BOSTON, May 10, 2017 (GLOBE NEWSWIRE) -- Albireo Pharma, Inc. (NASDAQ:ALBO), a clinical-stage orphan pediatric liver disease company developing novel bile acid modulators, today reported its financial results for the first quarter ended March 31, 2017.
Albireo reported a net loss of $6.7 million for the quarter ended March 31, 2017, compared with a net loss of $3.2 million for the corresponding 2016 period. As of March 31, 2017, cash and cash equivalents totaled $20.1 million.
“In the first part of 2017, we continued to make significant progress toward our goal of bringing A4250 to children suffering from progressive familial intrahepatic cholestasis (PFIC). We were delighted to have had clinical data from our Phase 2 study in children with cholestatic liver disease selected for a recent oral presentation at The International Liver Congress™ 2017,” said Ron Cooper, President and Chief Executive Officer of Albireo. “Following consultation with regulatory authorities in both the United States and Europe, we are currently finalizing the design of our Phase 3 program for A4250, which we plan to initiate in the second half of 2017.”
Recent Highlights and Corporate Update
- Following meetings with the U.S. Food and Drug Administration (FDA) and the European Medicines Agency (EMA), Albireo is finalizing the design of a Phase 3 program for A4250 in patients with PFIC with the objective of supporting approval of A4250 in both regions. Albireo expects to initiate its planned Phase 3 clinical trial of A4250 in patients with PFIC in the second half of 2017.

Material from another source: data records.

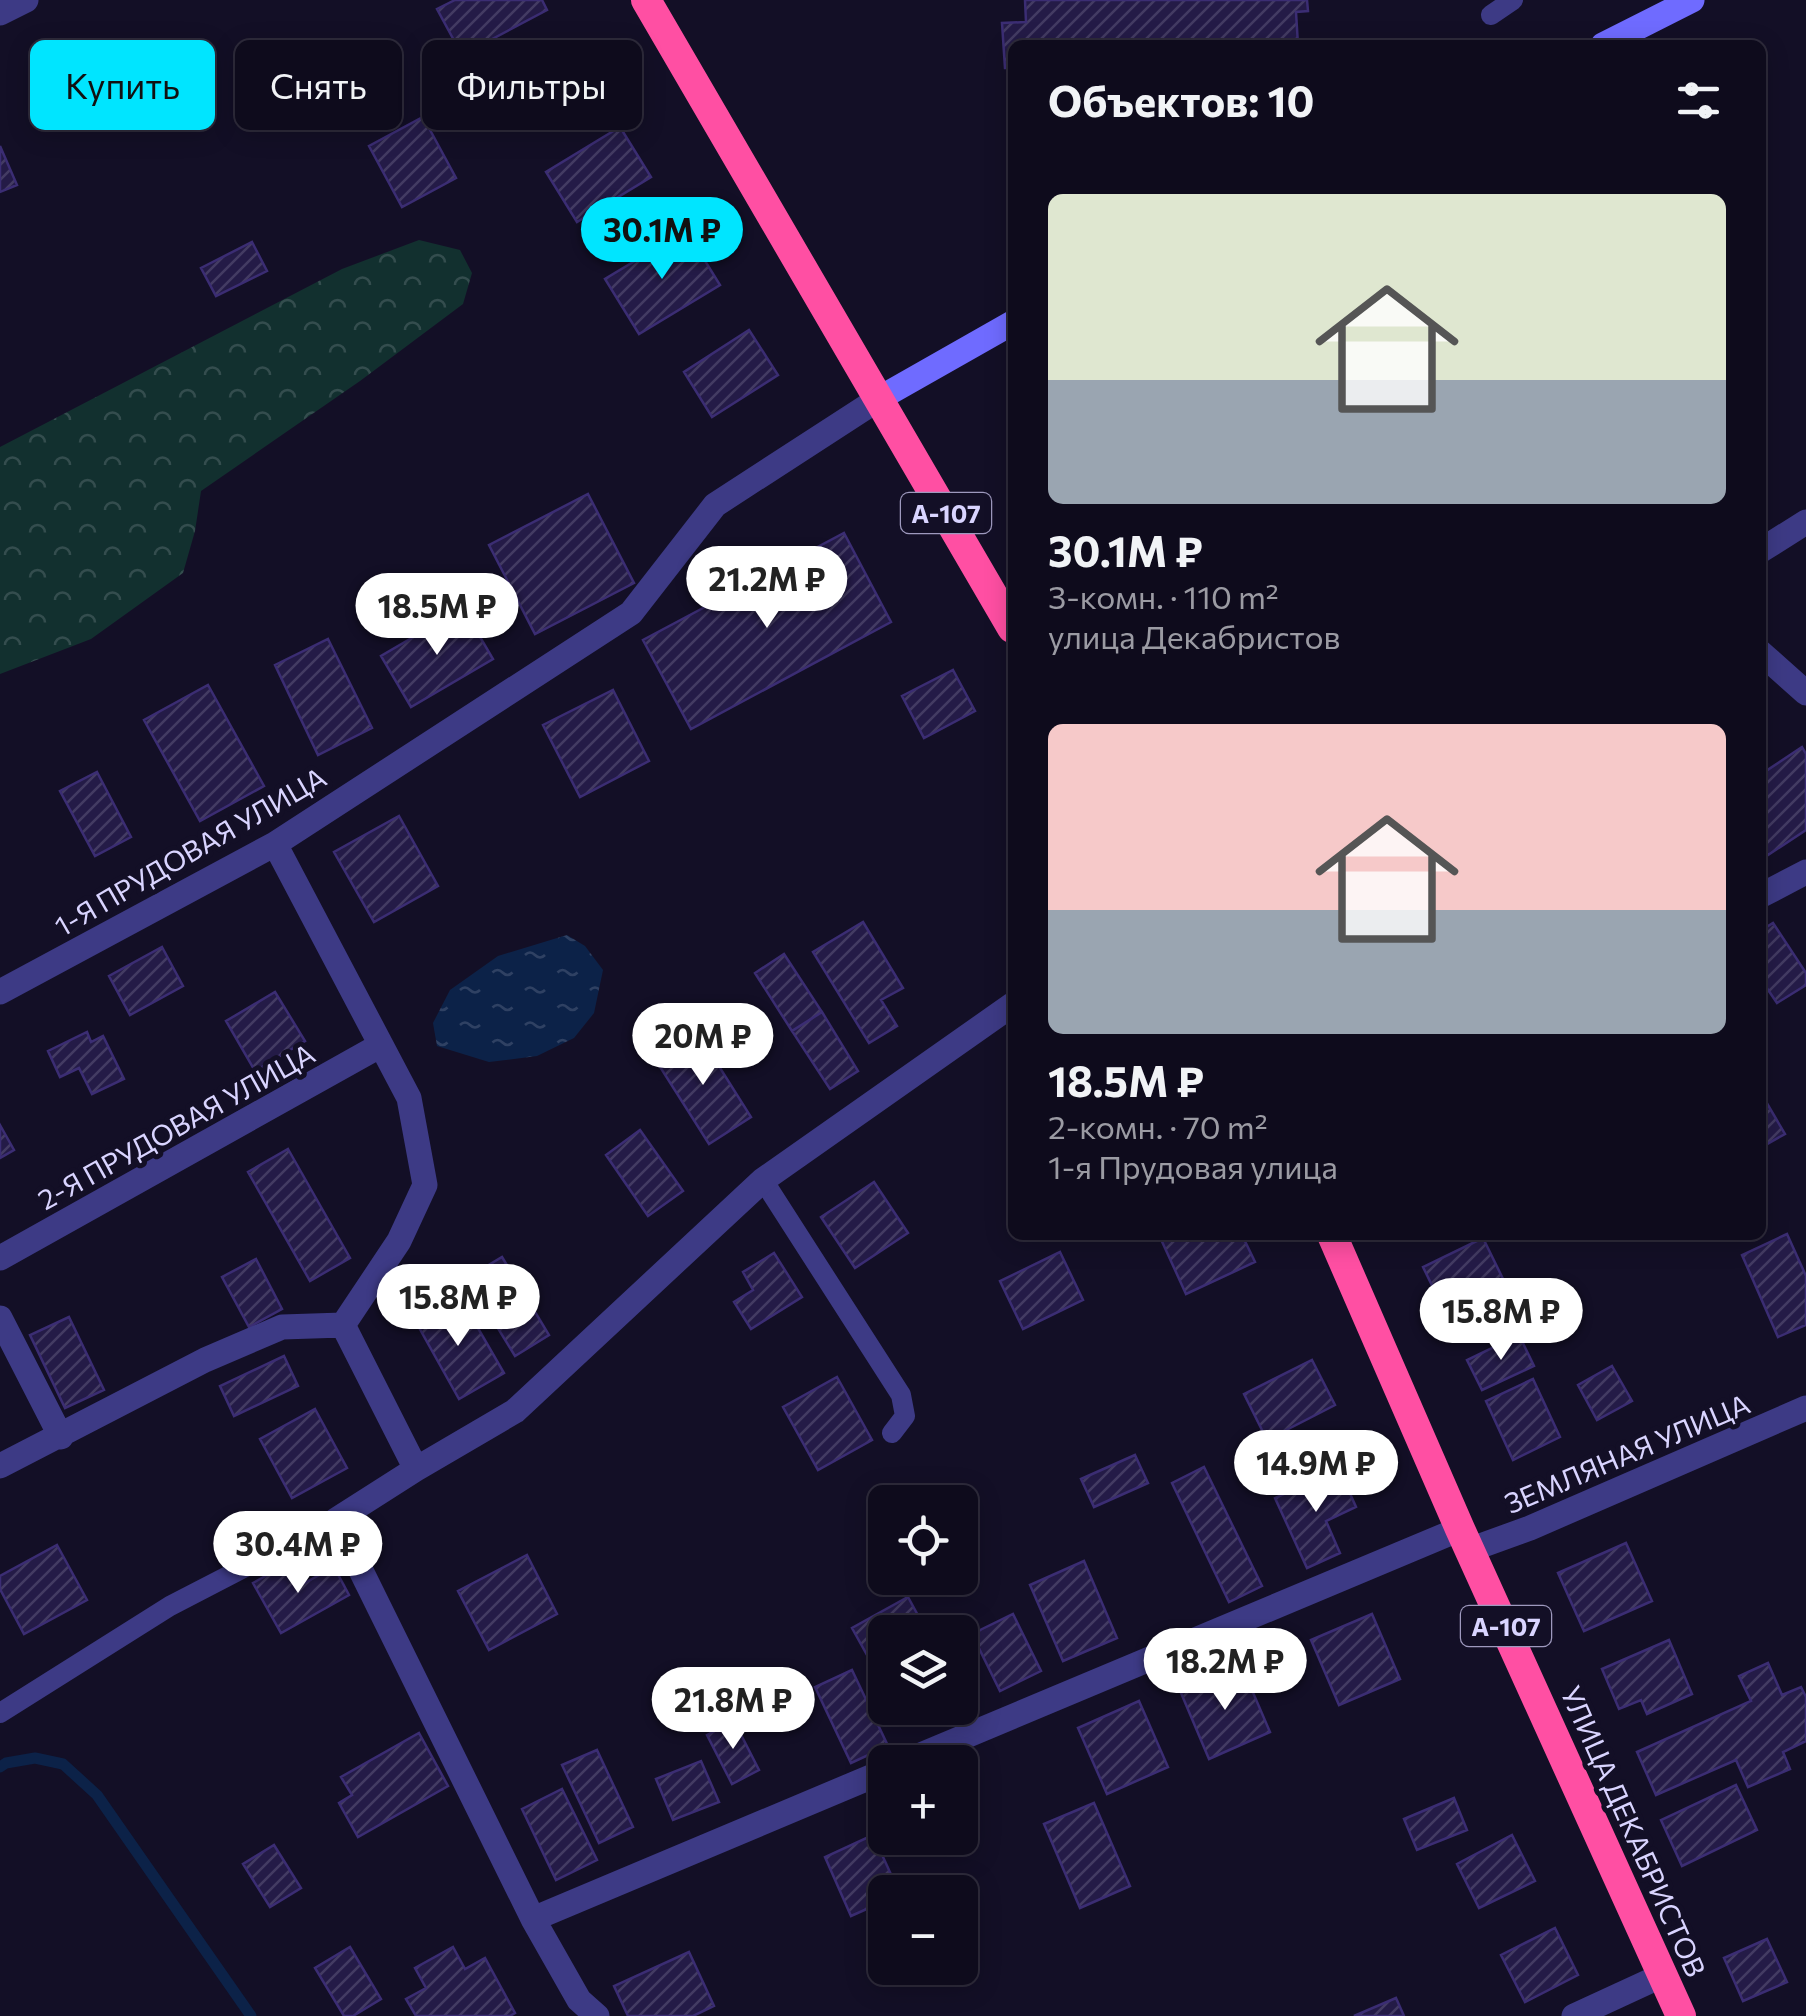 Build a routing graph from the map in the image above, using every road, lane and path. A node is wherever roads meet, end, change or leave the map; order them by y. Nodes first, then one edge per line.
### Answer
1 (26, 0) edge
2 (646, 0) edge
3 (1513, 0) edge
4 (1692, 0) edge
5 (0, 13) edge
6 (1491, 15) dead end
7 (1613, 40) edge
8 (1008, 325) edge
9 (880, 398) junction
10 (1806, 522) edge
11 (1766, 547) edge
12 (1008, 621) edge
13 (1766, 657) edge
14 (1806, 693) edge
15 (275, 844) junction
16 (1806, 872) edge
17 (1766, 893) edge
18 (0, 992) edge
19 (1008, 1009) edge
20 (381, 1045) junction
21 (763, 1180) junction
22 (1334, 1240) edge
23 (0, 1258) edge
24 (0, 1318) edge
25 (343, 1325) junction
26 (1806, 1408) edge
27 (892, 1433) dead end
28 (61, 1438) junction
29 (0, 1466) edge
30 (416, 1470) junction
31 (336, 1520) junction
32 (1466, 1539) junction
33 (0, 1713) edge
34 (947, 1745) edge
35 (868, 1777) edge
36 (533, 1918) junction
37 (1662, 1975) junction
38 (597, 2016) edge
39 (1574, 2016) edge
40 (1680, 2016) edge

1 - 5 street
2 - 9 highway, А-107
3 - 6 lane
4 - 7 street
8 - 9 street
9 - 12 highway, А-107
9 - 15 street, 1-Я ПРУДОВАЯ УЛИЦА
10 - 11 street
13 - 14 street
15 - 18 street, 1-Я ПРУДОВАЯ УЛИЦА
15 - 20 street
16 - 17 street
19 - 21 street
20 - 23 street, 2-Я ПРУДОВАЯ УЛИЦА
20 - 25 street
21 - 27 lane
21 - 30 street
22 - 32 highway, УЛИЦА ДЕКАБРИСТОВ / А-107
24 - 28 street
25 - 28 street
25 - 30 street
26 - 32 street, ЗЕМЛЯНАЯ УЛИЦА
28 - 29 street
30 - 31 street
31 - 33 lane
31 - 36 street
32 - 34 street, ЗЕМЛЯНАЯ УЛИЦА
32 - 37 highway, УЛИЦА ДЕКАБРИСТОВ / А-107
35 - 36 street
36 - 38 street
37 - 39 street
37 - 40 highway, УЛИЦА ДЕКАБРИСТОВ / А-107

- Data from Albireo’s Phase 2 open label, dose-finding clinical trial of A4250 in children with cholestatic liver disease and pruritus were presented in April in the late-breaker session at The International Liver Congress™ 2017 in Amsterdam. The data, from the trial’s first five cohorts, showed that four weeks of treatment with A4250 reduced serum bile acid levels in a substantial majority of participating patients, particularly PFIC patients, with improvement in pruritus across multiple assessment scales and a significant correlation between reduction in serum bile acids and reduction in pruritus. There were no serious adverse events determined to be treatment-related observed in the trial, and most adverse events, including some increased transaminases, were transient. A4250 exhibited a favorable overall tolerability profile in the trial.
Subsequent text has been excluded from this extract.